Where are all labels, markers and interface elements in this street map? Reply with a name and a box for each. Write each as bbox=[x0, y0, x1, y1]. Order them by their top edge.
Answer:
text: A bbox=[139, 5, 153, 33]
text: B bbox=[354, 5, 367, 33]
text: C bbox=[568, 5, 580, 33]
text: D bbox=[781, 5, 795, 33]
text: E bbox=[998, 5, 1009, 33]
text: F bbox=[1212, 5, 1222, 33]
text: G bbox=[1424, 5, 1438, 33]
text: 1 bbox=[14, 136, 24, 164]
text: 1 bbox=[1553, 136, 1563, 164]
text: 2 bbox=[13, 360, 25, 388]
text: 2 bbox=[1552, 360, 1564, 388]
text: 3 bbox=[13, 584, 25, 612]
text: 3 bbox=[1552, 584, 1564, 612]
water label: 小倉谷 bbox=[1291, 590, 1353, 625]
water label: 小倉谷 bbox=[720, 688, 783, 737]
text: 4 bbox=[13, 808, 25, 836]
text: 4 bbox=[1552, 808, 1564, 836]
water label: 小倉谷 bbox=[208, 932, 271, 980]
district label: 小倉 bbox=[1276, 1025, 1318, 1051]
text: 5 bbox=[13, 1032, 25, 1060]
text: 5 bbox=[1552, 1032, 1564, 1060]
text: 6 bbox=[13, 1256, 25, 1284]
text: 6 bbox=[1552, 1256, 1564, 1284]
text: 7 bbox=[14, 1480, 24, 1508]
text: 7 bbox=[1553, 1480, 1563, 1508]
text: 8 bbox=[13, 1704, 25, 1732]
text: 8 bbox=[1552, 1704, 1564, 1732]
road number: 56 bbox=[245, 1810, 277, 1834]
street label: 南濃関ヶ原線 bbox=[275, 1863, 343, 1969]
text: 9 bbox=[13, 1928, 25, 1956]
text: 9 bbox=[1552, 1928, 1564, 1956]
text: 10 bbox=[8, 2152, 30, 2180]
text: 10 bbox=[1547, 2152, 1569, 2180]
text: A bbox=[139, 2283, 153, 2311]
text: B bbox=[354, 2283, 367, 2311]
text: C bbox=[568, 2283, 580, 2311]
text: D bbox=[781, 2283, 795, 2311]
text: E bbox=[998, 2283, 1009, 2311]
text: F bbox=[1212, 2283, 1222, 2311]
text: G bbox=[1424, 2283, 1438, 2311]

TASK ITEM –
Each line in the material with "street" in it must be reported.

RESPONSE TO THE TASK –
Where are all labels, markers and interface elements in this street map? Reply with a name and a box for each. Write each as bbox=[x0, y0, x1, y1]. Order them by their top edge.
street label: 南濃関ヶ原線 bbox=[275, 1863, 343, 1969]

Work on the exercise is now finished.